Your reply must consist of the data below, reproduced character for character.

***

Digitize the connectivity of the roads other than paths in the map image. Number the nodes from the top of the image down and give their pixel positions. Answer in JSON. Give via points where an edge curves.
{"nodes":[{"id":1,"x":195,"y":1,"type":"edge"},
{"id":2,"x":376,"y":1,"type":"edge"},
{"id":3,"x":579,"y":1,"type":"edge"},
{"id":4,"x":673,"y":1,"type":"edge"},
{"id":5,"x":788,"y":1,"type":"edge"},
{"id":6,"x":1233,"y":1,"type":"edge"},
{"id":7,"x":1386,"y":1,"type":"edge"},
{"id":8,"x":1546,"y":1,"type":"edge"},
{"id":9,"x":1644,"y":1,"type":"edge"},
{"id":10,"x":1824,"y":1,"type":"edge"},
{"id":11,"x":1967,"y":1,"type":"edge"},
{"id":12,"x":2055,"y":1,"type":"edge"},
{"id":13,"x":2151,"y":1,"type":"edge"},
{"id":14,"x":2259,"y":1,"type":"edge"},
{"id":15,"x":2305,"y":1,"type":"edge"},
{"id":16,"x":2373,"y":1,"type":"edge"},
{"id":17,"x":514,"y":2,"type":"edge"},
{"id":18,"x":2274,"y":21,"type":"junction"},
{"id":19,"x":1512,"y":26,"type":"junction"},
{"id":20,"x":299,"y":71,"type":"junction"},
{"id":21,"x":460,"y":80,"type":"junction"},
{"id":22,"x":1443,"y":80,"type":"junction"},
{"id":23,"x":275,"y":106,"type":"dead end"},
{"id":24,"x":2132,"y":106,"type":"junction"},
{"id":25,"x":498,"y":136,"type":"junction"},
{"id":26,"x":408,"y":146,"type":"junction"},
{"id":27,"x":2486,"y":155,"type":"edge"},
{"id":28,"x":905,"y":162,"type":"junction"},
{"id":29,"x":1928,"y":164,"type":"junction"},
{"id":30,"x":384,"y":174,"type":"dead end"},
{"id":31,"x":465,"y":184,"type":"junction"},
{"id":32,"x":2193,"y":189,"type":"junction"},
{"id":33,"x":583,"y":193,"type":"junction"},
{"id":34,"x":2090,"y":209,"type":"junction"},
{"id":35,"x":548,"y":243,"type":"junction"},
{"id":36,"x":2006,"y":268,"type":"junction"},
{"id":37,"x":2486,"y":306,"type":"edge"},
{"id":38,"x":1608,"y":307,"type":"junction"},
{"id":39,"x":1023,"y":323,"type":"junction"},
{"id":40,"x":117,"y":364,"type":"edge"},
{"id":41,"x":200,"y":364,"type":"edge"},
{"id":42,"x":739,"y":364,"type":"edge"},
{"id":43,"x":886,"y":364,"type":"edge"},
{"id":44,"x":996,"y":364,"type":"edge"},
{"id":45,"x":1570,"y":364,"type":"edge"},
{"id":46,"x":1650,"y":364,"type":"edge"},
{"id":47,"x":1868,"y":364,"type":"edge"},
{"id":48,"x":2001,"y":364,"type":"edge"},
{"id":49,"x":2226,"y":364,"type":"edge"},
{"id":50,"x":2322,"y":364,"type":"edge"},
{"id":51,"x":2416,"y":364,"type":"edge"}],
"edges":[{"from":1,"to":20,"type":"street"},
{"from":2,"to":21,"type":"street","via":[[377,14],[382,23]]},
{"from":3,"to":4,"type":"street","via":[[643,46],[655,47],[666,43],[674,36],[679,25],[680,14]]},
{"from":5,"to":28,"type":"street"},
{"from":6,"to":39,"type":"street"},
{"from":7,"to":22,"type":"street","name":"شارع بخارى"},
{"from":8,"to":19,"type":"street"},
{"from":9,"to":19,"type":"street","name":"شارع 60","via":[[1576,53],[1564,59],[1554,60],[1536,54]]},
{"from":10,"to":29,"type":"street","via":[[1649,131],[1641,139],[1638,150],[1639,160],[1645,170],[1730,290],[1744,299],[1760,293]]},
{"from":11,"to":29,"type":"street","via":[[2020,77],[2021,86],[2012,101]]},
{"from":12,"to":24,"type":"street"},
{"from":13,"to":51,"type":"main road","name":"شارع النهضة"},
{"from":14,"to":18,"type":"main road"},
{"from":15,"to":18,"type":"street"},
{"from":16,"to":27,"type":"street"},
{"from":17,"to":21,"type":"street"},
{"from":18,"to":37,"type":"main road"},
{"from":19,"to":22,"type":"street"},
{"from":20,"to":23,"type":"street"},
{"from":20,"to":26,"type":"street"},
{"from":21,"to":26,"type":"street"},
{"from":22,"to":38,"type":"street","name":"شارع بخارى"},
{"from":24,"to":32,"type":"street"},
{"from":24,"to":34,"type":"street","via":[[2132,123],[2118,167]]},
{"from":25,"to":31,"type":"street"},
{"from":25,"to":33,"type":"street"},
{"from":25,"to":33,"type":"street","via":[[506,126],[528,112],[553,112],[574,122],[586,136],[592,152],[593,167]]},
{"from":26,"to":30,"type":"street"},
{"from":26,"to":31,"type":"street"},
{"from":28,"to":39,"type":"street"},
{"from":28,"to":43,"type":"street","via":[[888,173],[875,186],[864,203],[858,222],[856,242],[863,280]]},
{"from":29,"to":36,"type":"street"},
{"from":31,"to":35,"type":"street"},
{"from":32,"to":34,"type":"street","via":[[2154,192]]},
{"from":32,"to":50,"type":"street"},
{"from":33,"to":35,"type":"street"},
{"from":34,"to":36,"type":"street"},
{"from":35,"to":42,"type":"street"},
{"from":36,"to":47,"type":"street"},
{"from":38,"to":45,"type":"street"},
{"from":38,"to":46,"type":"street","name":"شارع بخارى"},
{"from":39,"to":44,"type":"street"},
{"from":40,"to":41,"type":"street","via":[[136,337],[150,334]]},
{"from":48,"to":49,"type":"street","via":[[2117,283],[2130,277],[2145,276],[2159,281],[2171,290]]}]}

***

RESPONSE.
Digitize the connectivity of the roads other than paths in the map image. Number the nodes from the top of the image down and give their pixel positions. Answer in JSON. Give via points where an edge curves.
{"nodes":[{"id":1,"x":195,"y":1,"type":"edge"},
{"id":2,"x":376,"y":1,"type":"edge"},
{"id":3,"x":579,"y":1,"type":"edge"},
{"id":4,"x":673,"y":1,"type":"edge"},
{"id":5,"x":788,"y":1,"type":"edge"},
{"id":6,"x":1233,"y":1,"type":"edge"},
{"id":7,"x":1386,"y":1,"type":"edge"},
{"id":8,"x":1546,"y":1,"type":"edge"},
{"id":9,"x":1644,"y":1,"type":"edge"},
{"id":10,"x":1824,"y":1,"type":"edge"},
{"id":11,"x":1967,"y":1,"type":"edge"},
{"id":12,"x":2055,"y":1,"type":"edge"},
{"id":13,"x":2151,"y":1,"type":"edge"},
{"id":14,"x":2259,"y":1,"type":"edge"},
{"id":15,"x":2305,"y":1,"type":"edge"},
{"id":16,"x":2373,"y":1,"type":"edge"},
{"id":17,"x":514,"y":2,"type":"edge"},
{"id":18,"x":2274,"y":21,"type":"junction"},
{"id":19,"x":1512,"y":26,"type":"junction"},
{"id":20,"x":299,"y":71,"type":"junction"},
{"id":21,"x":460,"y":80,"type":"junction"},
{"id":22,"x":1443,"y":80,"type":"junction"},
{"id":23,"x":275,"y":106,"type":"dead end"},
{"id":24,"x":2132,"y":106,"type":"junction"},
{"id":25,"x":498,"y":136,"type":"junction"},
{"id":26,"x":408,"y":146,"type":"junction"},
{"id":27,"x":2486,"y":155,"type":"edge"},
{"id":28,"x":905,"y":162,"type":"junction"},
{"id":29,"x":1928,"y":164,"type":"junction"},
{"id":30,"x":384,"y":174,"type":"dead end"},
{"id":31,"x":465,"y":184,"type":"junction"},
{"id":32,"x":2193,"y":189,"type":"junction"},
{"id":33,"x":583,"y":193,"type":"junction"},
{"id":34,"x":2090,"y":209,"type":"junction"},
{"id":35,"x":548,"y":243,"type":"junction"},
{"id":36,"x":2006,"y":268,"type":"junction"},
{"id":37,"x":2486,"y":306,"type":"edge"},
{"id":38,"x":1608,"y":307,"type":"junction"},
{"id":39,"x":1023,"y":323,"type":"junction"},
{"id":40,"x":117,"y":364,"type":"edge"},
{"id":41,"x":200,"y":364,"type":"edge"},
{"id":42,"x":739,"y":364,"type":"edge"},
{"id":43,"x":886,"y":364,"type":"edge"},
{"id":44,"x":996,"y":364,"type":"edge"},
{"id":45,"x":1570,"y":364,"type":"edge"},
{"id":46,"x":1650,"y":364,"type":"edge"},
{"id":47,"x":1868,"y":364,"type":"edge"},
{"id":48,"x":2001,"y":364,"type":"edge"},
{"id":49,"x":2226,"y":364,"type":"edge"},
{"id":50,"x":2322,"y":364,"type":"edge"},
{"id":51,"x":2416,"y":364,"type":"edge"}],
"edges":[{"from":1,"to":20,"type":"street"},
{"from":2,"to":21,"type":"street","via":[[377,14],[382,23]]},
{"from":3,"to":4,"type":"street","via":[[643,46],[655,47],[666,43],[674,36],[679,25],[680,14]]},
{"from":5,"to":28,"type":"street"},
{"from":6,"to":39,"type":"street"},
{"from":7,"to":22,"type":"street","name":"شارع بخارى"},
{"from":8,"to":19,"type":"street"},
{"from":9,"to":19,"type":"street","name":"شارع 60","via":[[1576,53],[1564,59],[1554,60],[1536,54]]},
{"from":10,"to":29,"type":"street","via":[[1649,131],[1641,139],[1638,150],[1639,160],[1645,170],[1730,290],[1744,299],[1760,293]]},
{"from":11,"to":29,"type":"street","via":[[2020,77],[2021,86],[2012,101]]},
{"from":12,"to":24,"type":"street"},
{"from":13,"to":51,"type":"main road","name":"شارع النهضة"},
{"from":14,"to":18,"type":"main road"},
{"from":15,"to":18,"type":"street"},
{"from":16,"to":27,"type":"street"},
{"from":17,"to":21,"type":"street"},
{"from":18,"to":37,"type":"main road"},
{"from":19,"to":22,"type":"street"},
{"from":20,"to":23,"type":"street"},
{"from":20,"to":26,"type":"street"},
{"from":21,"to":26,"type":"street"},
{"from":22,"to":38,"type":"street","name":"شارع بخارى"},
{"from":24,"to":32,"type":"street"},
{"from":24,"to":34,"type":"street","via":[[2132,123],[2118,167]]},
{"from":25,"to":31,"type":"street"},
{"from":25,"to":33,"type":"street"},
{"from":25,"to":33,"type":"street","via":[[506,126],[528,112],[553,112],[574,122],[586,136],[592,152],[593,167]]},
{"from":26,"to":30,"type":"street"},
{"from":26,"to":31,"type":"street"},
{"from":28,"to":39,"type":"street"},
{"from":28,"to":43,"type":"street","via":[[888,173],[875,186],[864,203],[858,222],[856,242],[863,280]]},
{"from":29,"to":36,"type":"street"},
{"from":31,"to":35,"type":"street"},
{"from":32,"to":34,"type":"street","via":[[2154,192]]},
{"from":32,"to":50,"type":"street"},
{"from":33,"to":35,"type":"street"},
{"from":34,"to":36,"type":"street"},
{"from":35,"to":42,"type":"street"},
{"from":36,"to":47,"type":"street"},
{"from":38,"to":45,"type":"street"},
{"from":38,"to":46,"type":"street","name":"شارع بخارى"},
{"from":39,"to":44,"type":"street"},
{"from":40,"to":41,"type":"street","via":[[136,337],[150,334]]},
{"from":48,"to":49,"type":"street","via":[[2117,283],[2130,277],[2145,276],[2159,281],[2171,290]]}]}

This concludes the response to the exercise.